Philly entrepreneur wins $100,000 as AOL co-founder brings ‘Rise of the Rest’ tour to town


Steve Case got the kind of introduction you could only get in this city, this week.

“A welcome to the pope of entrepreneurship,” deadpanned Philadelphia Mayor Michael Nutter, a roomful of business casual guests laughing along.

“Oh, sorry, a different event, different event.”


The America Online co-founder made a stop Tuesday in the city as part of his “Rise of the Rest” tour, a multistate road trip that highlights innovation and entrepreneurship outside of the traditional technology strongholds.

“This is our 16th city,” said Case, clearly comfortable by now on his blue coach bus. “We are trying to showcase great entrepreneurs building great companies, and some of these places that don’t get the attention that Silicon Valley gets or New York gets. And so far, we’ve already seen great companies in Philly. We think the startup scene in Philly has great promise.”

Each city Case visits has different reasons for not yet being on par with Silicon Valley. In the Delaware Valley, there are still plenty of obstacles to overcome, from the quality of public schools to tax policy to the lack of big investors.

“I think these things take time, they take the community rallying around the entrepreneurs,” he said. “It takes some companies having the kind of breakout success that people around the country notice, that attracts more talent, attracts more capital. It is a classic kind of ‘momentum begets momentum’ kind of thing.”

During the day, Case stopped his bus outside some companies that have already gained traction. That includes RJMetrics, a software company in Center City. Their office has all the trappings of a startup, including a pingpong table and gong to celebrate big sales. (Case played both, with little prompting.)

Co-founder Jake Stein says entrepreneurs shouldn’t dwell on the region’s startup shortcomings. The focus should be on the business model, because if that’s solid, the money will come.

“We’ve raised $22 million right here in Philadelphia,” Stein said. “Most of it is from venture investors that are on the West Coast, some of it is [from] New York.
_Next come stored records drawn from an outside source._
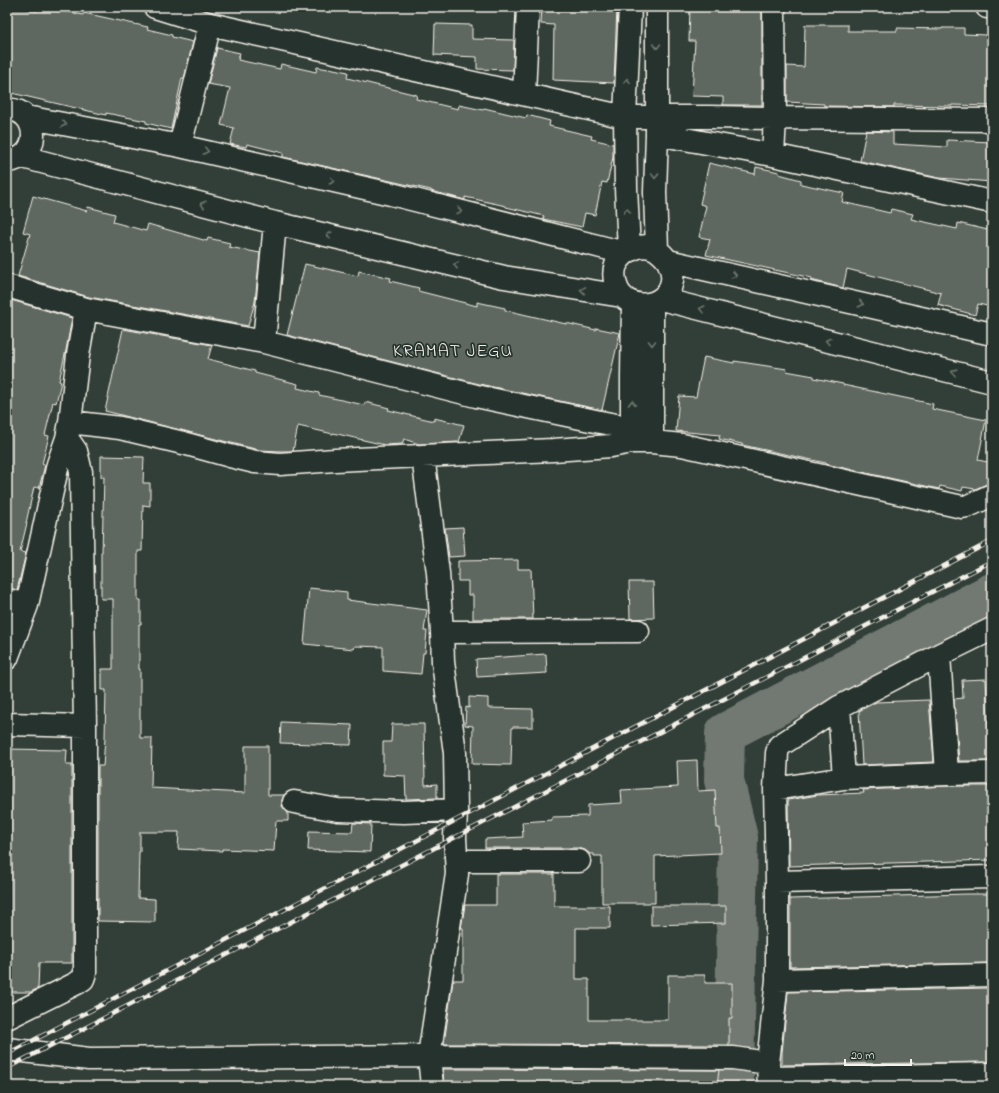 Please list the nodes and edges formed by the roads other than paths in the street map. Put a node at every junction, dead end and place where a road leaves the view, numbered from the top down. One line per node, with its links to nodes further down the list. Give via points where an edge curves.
1 (155, 7): 8 (street)
2 (528, 7): 9 (street)
3 (630, 7): 11 (street, one-way to 3)
4 (657, 7): 14 (street, one-way to 14)
5 (774, 7): 12 (street)
6 (986, 7): 7 (street)
7 (992, 7)
8 (210, 24): 9 (street); 15 (street)
9 (524, 94): 11 (street)
10 (16, 113): 15 (street, one-way to 15); 17 (street, via 32,126 34,138 30,148)
11 (625, 117): 14 (street); 20 (street, one-way to 11)
12 (774, 118): 13 (street); 14 (street); 16 (street)
13 (992, 120)
14 (657, 125): 16 (street); 21 (street, one-way to 21, via 655,192)
15 (180, 146): 20 (street, one-way to 20)
16 (773, 155): 18 (street)
17 (15, 159): 19 (street, one-way to 17)
18 (992, 202)
19 (275, 223): 23 (street, one-way to 19, via 504,277); 26 (street)
20 (627, 251): 21 (street, via 636,247 650,247); 23 (street, via 618,260 614,269 616,288)
21 (663, 255): 23 (street, via 672,271 668,291); 25 (street, one-way to 25)
22 (7, 286): 24 (street)
23 (642, 301): 27 (street, one-way to 23); 29 (street)
24 (86, 309): 26 (street); 28 (street)
25 (992, 334)
26 (264, 342): 29 (street)
27 (992, 382)
28 (69, 430): 30 (street, via 120,428 255,462 280,464); 32 (street); 40 (street, via 81,472)
29 (642, 435): 30 (street, via 610,446 591,448); 31 (street, via 962,507)
30 (423, 456): 34 (street, via 438,573)
31 (992, 495)
32 (17, 603): 37 (street)
33 (992, 629): 36 (street)
34 (442, 632): 35 (street); 46 (street, via 443,662 455,753)
35 (638, 632)
36 (938, 655): 38 (street); 42 (street)
37 (7, 658)
38 (839, 707): 43 (street); 44 (street, via 779,746)
39 (7, 724): 40 (street)
40 (85, 726): 53 (street, via 85,976 77,983)
41 (992, 773): 42 (street)
42 (947, 774): 43 (street)
43 (844, 778): 44 (street)
44 (774, 789): 50 (street)
45 (294, 802): 46 (street, via 338,810)
46 (456, 810): 47 (street, via 454,838)
47 (457, 861): 48 (street); 55 (street)
48 (579, 861)
49 (992, 877): 50 (street)
50 (777, 882): 52 (street)
51 (992, 975): 52 (street)
52 (777, 980): 56 (street)
53 (7, 1018)
54 (7, 1050): 55 (street, via 89,1059)
55 (429, 1056): 56 (street); 58 (street)
56 (758, 1069): 57 (street)
57 (992, 1074)
58 (432, 1086)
A couple people right here in Philly as well.

“I think the honest truth is that building the best companies in the world can raise money, no matter where they are. So the focus should be on building an amazing company, and then you can find investors who want to work with you.”

Still, it isn’t easy making it in smaller tech towns. Three-quarters of all venture capital funding in America last year went to businesses in just three states: California, New York and Massachusetts.
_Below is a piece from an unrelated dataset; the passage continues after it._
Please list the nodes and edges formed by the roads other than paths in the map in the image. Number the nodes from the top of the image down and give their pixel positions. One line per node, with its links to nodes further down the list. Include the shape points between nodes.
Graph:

Case wants to level that playing field, and not just geographically, but also by changing the face of innovation.

He put some money behind that concept during the last stop of his visit, an event at the National Constitution Center. Eight businesses were given five minutes to pitch their ideas, with a $100,000 investment on the line.

Scholly, an 18-month-old app that streamlines the search for college scholarships, nabbed the big check. Founder Christopher Gray accepted the award, and thanked not just Case for the money, but also the community for its support.
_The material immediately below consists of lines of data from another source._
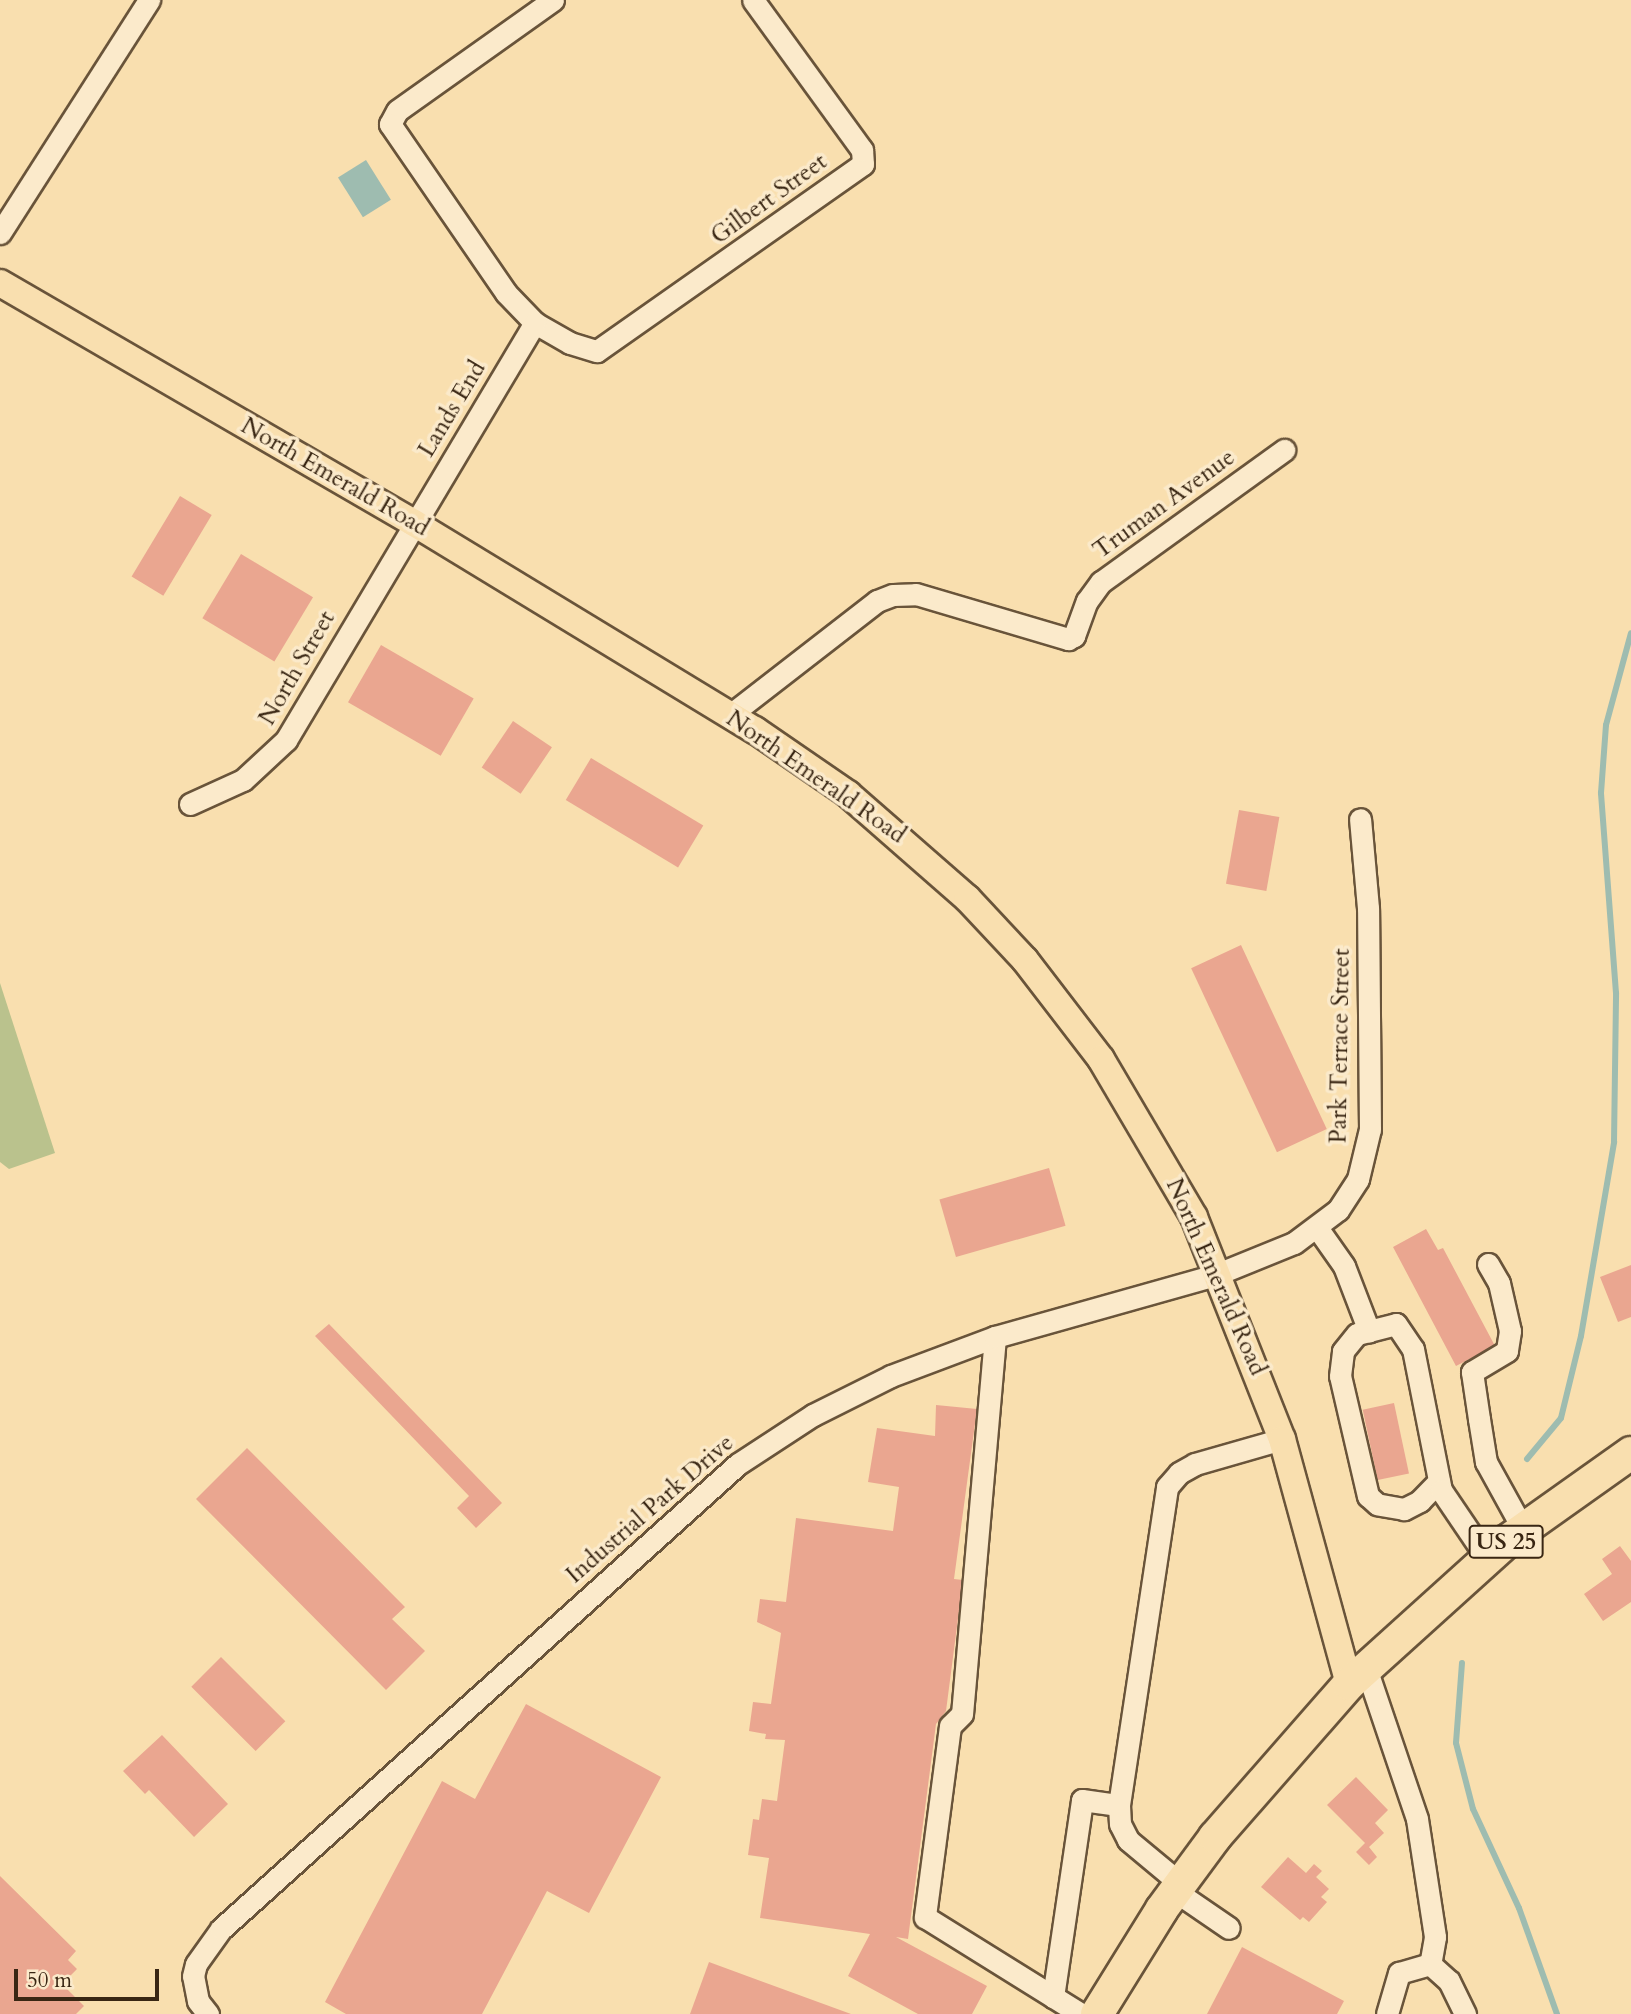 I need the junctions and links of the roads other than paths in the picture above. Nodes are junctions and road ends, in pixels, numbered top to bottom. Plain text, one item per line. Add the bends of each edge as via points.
1 (149, 0) edge
2 (553, 0) edge
3 (753, 0) edge
4 (0, 233) edge
5 (0, 283) edge
6 (535, 323) junction
7 (1284, 450) dead end
8 (414, 523) junction
9 (730, 716) junction
10 (190, 804) dead end
11 (1360, 819) dead end
12 (1318, 1229) junction
13 (1488, 1264) dead end
14 (1215, 1275) junction
15 (1369, 1331) junction
16 (995, 1337) junction
17 (1282, 1439) junction
18 (1631, 1453) edge
19 (1440, 1481) junction
20 (1523, 1529) junction
21 (1487, 1558) junction
22 (1358, 1676) junction
23 (1119, 1805) junction
24 (1178, 1887) junction
25 (1228, 1928) dead end
26 (1430, 1964) junction
27 (1053, 1997) junction
28 (208, 2014) edge
29 (1080, 2014) edge
30 (1097, 2014) edge
31 (1387, 2014) edge
32 (1465, 2014) edge

1 - 4 street
2 - 6 street via 397,111 390,124 506,293
3 - 6 street, Gilbert Street via 862,150 863,163 603,349 588,350
5 - 8 main road, North Emerald Road
6 - 8 street, Lands End
7 - 9 street, Truman Avenue via 1101,582 1087,601 1074,636 1068,639 916,594 893,595 877,601
8 - 9 main road, North Emerald Road
8 - 10 street, North Street via 279,750 243,780
9 - 14 main road, North Emerald Road via 848,794 908,842 1025,960 1101,1059 1140,1121 1194,1217
11 - 12 street, Park Terrace Street via 1368,908 1370,1129 1364,1161 1349,1197
12 - 14 street, Park Terrace Street
12 - 15 street via 1344,1266
13 - 20 street via 1499,1283 1510,1331 1507,1351 1472,1372 1475,1395 1486,1462
14 - 16 street, Industrial Park Drive
14 - 17 main road, North Emerald Road via 1264,1385
15 - 19 street via 1396,1324 1413,1349
15 - 19 street via 1348,1342 1340,1376 1368,1496 1377,1504 1404,1509 1420,1502
16 - 27 street via 962,1714 950,1726 925,1917
16 - 28 street, Industrial Park Drive via 850,1395 738,1464 214,1940 193,1976 198,2001
17 - 22 main road, North Emerald Road
17 - 23 street via 1195,1464 1179,1472 1167,1487
18 - 20 highway, US 25
19 - 21 street
20 - 21 highway, US 25
21 - 22 highway, US 25
22 - 24 highway, US 25 via 1278,1761
22 - 26 street via 1417,1819 1435,1937
23 - 24 street via 1119,1824 1128,1840
23 - 27 street via 1082,1800
24 - 25 street
24 - 30 highway, US 25
26 - 31 street via 1399,1973
26 - 32 street via 1449,1981
27 - 29 street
“Philly does that better than any city, really providing an opportunity to everyone, whether you are a woman, whether you are black, LGBT or whoever, and it’s powerful and it is exciting to be here,” Gray told the crowd. “And I’m hoping that Scholly can help more students in Philadelphia and across the nation, so thank you.”

Gray and his startup are right out of the “Rise of the Rest” playbook, illustrating the simple belief that good ideas can come from anyone, and valuable companies can start anywhere.